En quoi consiste le référendum d’initiative partagée ?

Entré en vigueur le 1er janvier 2015, le référendum d’initiative partagée a été prévu par la réforme constitutionnelle du 23 juillet 2008. Le 25 avril 2019, le président de la République a annoncé son intention de simplifier la procédure. Un million de citoyens pourraient signer le texte de la proposition (au lieu de 10% du corps électoral).

Par La Rédaction

 

Une initiative parlementaire soutenue par les citoyens

La réforme constitutionnelle de 2008 a modifié l’article 11 de la Constitution en introduisant une nouvelle forme de référendum qui repose sur une initiative parlementaire soutenue par les citoyens.

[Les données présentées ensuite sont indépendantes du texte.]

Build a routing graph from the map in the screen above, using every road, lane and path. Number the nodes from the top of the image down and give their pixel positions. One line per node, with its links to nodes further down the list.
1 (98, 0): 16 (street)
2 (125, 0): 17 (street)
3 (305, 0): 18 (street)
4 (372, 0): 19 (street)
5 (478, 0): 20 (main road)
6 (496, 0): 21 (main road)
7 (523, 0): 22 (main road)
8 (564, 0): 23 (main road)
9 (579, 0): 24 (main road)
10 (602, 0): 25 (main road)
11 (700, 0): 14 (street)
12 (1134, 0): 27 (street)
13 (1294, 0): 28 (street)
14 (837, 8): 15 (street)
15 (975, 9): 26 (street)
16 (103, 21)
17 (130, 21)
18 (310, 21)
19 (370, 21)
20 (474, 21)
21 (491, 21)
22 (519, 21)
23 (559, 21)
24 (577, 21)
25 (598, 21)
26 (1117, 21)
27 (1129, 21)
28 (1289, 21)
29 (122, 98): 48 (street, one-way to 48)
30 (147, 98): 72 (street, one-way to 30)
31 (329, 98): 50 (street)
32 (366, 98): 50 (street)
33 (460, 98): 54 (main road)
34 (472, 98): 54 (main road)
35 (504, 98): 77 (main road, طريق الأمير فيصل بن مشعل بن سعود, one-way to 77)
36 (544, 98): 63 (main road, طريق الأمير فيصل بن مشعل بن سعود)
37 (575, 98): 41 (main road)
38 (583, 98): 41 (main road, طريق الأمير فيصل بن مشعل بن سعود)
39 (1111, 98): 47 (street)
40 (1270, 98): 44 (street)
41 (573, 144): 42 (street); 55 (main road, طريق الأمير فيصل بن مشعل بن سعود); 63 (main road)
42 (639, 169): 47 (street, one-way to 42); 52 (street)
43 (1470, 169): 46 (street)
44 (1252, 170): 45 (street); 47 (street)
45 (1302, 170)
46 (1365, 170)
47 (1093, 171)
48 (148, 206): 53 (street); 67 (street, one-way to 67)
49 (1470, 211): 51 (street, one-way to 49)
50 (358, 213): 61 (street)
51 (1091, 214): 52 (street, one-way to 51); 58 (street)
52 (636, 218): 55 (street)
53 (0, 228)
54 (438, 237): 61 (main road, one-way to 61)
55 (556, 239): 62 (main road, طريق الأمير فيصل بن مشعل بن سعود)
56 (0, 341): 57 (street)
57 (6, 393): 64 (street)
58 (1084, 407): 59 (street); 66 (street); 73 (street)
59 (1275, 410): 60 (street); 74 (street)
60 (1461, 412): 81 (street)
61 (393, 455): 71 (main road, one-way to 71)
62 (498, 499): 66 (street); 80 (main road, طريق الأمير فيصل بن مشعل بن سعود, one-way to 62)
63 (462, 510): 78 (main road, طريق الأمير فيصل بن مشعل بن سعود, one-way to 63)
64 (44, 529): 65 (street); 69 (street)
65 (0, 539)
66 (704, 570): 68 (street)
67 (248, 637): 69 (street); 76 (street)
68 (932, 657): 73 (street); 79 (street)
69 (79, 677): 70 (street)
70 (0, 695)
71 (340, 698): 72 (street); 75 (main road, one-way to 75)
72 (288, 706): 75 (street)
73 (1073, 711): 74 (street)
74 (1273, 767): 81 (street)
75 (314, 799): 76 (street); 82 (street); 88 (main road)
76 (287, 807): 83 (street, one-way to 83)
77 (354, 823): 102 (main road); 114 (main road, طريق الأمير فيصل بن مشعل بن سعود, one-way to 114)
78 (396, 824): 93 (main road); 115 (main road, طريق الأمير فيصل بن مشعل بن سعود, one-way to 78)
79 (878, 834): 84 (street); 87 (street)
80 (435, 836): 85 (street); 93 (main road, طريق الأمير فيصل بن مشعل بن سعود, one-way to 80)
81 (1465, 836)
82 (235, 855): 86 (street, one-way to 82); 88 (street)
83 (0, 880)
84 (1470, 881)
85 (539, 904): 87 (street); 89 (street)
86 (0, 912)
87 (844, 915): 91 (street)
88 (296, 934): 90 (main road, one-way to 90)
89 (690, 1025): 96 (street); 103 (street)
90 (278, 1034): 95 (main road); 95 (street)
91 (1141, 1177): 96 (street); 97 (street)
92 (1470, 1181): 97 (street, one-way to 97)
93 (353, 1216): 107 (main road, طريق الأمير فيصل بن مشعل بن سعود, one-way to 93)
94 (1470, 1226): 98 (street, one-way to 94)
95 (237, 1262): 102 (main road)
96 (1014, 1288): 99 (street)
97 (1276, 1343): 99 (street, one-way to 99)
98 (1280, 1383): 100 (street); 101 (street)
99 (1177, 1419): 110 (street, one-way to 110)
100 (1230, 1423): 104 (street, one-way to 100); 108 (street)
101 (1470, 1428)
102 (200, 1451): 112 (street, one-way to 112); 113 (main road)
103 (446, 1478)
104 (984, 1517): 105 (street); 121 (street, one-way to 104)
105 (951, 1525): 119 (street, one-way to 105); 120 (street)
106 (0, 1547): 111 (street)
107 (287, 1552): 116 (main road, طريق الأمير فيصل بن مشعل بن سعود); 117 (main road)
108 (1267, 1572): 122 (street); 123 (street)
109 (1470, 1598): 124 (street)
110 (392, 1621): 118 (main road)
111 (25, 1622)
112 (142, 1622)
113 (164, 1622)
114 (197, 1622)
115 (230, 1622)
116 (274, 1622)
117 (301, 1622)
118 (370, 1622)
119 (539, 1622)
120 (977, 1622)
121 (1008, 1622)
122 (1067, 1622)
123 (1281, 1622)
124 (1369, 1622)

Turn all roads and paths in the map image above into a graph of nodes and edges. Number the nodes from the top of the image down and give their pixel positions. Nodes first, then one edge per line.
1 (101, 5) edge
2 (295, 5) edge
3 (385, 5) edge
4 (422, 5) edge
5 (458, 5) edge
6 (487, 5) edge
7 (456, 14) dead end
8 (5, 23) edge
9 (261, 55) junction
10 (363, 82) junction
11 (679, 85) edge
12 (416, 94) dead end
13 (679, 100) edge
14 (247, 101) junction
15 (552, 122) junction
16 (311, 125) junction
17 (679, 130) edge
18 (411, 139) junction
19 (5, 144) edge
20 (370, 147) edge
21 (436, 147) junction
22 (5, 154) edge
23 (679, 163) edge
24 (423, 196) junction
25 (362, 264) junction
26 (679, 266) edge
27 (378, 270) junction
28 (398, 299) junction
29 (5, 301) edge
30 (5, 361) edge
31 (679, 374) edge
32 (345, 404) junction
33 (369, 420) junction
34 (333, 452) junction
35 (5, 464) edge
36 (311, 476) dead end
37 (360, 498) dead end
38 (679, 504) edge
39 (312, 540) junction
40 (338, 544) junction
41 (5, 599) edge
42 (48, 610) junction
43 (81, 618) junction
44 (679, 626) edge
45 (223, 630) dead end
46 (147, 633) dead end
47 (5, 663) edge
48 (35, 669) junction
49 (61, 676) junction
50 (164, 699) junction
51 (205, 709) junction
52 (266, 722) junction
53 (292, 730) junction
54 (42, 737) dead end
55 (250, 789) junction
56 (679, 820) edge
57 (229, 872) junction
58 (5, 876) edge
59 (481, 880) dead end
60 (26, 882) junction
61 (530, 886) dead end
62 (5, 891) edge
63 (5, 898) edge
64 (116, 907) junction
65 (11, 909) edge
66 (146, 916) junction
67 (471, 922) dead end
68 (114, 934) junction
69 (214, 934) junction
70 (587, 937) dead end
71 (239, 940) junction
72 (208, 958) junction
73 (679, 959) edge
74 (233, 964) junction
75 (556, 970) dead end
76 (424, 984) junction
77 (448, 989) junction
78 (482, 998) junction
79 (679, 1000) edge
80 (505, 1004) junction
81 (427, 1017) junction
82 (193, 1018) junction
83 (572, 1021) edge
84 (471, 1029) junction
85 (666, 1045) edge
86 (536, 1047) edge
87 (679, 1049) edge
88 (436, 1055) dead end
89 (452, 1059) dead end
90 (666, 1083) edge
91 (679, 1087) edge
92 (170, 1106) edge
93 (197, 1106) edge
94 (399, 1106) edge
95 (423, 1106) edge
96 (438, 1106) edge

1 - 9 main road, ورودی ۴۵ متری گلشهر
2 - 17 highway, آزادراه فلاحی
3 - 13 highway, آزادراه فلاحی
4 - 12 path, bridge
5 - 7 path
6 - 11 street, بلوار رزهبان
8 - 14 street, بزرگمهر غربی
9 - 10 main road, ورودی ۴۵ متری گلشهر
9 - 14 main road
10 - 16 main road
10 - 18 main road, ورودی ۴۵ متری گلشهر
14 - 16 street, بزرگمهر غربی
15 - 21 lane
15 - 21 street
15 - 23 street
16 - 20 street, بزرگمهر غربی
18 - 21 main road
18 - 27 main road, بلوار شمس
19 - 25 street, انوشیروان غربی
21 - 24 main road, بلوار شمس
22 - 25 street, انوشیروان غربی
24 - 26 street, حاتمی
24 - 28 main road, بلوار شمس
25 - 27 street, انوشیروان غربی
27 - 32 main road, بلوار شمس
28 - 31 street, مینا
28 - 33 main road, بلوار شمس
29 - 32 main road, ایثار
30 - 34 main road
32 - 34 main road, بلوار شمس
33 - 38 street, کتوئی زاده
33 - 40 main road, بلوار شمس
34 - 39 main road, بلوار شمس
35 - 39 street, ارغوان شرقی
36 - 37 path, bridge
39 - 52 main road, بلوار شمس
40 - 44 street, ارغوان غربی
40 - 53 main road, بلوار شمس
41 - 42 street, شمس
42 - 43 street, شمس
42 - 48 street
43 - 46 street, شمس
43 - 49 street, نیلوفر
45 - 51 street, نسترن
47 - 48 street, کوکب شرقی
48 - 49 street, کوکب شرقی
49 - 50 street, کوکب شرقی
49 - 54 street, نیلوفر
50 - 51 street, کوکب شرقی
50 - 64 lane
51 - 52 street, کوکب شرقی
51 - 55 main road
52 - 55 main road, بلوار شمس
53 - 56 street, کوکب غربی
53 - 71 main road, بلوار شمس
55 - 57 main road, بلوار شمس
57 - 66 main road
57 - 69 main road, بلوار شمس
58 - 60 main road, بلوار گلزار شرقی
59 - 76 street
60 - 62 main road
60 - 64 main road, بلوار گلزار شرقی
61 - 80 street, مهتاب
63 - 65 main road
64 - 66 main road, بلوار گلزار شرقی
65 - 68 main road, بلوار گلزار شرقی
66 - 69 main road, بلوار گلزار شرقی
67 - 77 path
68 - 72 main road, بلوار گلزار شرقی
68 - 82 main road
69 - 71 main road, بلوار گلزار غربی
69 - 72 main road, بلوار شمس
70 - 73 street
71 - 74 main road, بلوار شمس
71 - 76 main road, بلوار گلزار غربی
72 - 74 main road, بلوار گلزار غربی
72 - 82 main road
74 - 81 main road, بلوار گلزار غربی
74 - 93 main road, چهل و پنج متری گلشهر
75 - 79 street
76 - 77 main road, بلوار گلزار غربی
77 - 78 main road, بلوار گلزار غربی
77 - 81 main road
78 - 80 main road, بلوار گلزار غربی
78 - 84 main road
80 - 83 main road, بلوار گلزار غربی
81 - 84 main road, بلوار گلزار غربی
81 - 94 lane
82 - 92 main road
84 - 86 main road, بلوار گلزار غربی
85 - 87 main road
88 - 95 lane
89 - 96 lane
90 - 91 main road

Les étapes à respecter pour l’organisation d’un référendum d’initiative partagée sont les suivantes :

  • une proposition de loi d’un type particulier, signée par des députés et des sénateurs, doit être signée par un cinquième des parlementaires. Elle ne peut porter que sur les domaines mentionnés par l’article 11 (organisation des pouvoirs publics, réformes relatives à la politique économique, sociale ou environnementale, ratification d’un traité). La proposition de loi ne doit pas avoir pour objet l’abrogation d’une disposition législative promulguée depuis moins d’un an et elle ne doit pas porter sur un sujet rejeté par référendum il y a moins de deux ans ;
  • le Conseil constitutionnel vérifie la conformité de la proposition aux règles d’organisation d’un référendum ;
  • la proposition de loi doit ensuite être signée par 10% du corps électoral (soit 4,7 millions de citoyens). Le recueil des soutiens est réalisé pendant neuf mois par le ministère de l’intérieur via le site referendum.interieur.gouv.fr. Pour déposer son soutien, l’électeur remplit un formulaire sur le site en se connectant par ses propres moyens (ordinateur, smartphone, tablette, etc.). Il peut aussi déposer son soutien via des points d’accès situés "au moins dans la commune la plus peuplée de chaque canton ou au niveau d’une circonscription équivalente et dans les consulats" ou bien faire enregistrer électroniquement son soutien par un agent de la commune ou du consulat. Les électeurs ne disposant ni d’une carte nationale d’identité ni d’un passeport ne peuvent être identifiés directement sur le site internet et doivent obligatoirement déposer leur soutien selon cette dernière modalité ;
  • le Conseil constitutionnel vérifie le nombre de signatures obtenues ;
  • si le Parlement n’examine pas la proposition de loi dans un délai de six mois, le président de la République convoque un référendum.

Les origines du référendum d’initiative partagée

Le Comité consultatif pour la révision de la Constitution présidé par Georges Vedel avait proposé, en 1993, l’instauration d’un référendum d’initiative minoritaire qui reposait également sur une combinaison de l’initiative des parlementaires et des citoyens.

En 2007, le comité de réflexion sur les institutions présidé par Édouard Balladur recommandait la création d’un référendum d’initiative populaire pour lequel la phase parlementaire consistait en un simple examen.

Le référendum d’initiative partagée tel qu’il a finalement été adopté reprend des éléments de ces deux rapports en s’éloignant des caractéristiques du référendum d’initiative populaire. Lors du débat parlementaire, des députés et des sénateurs ont cependant exprimé des réserves sur ce référendum d’initiative partagée et sur sa faisabilité, les conditions étant nombreuses et difficiles à atteindre.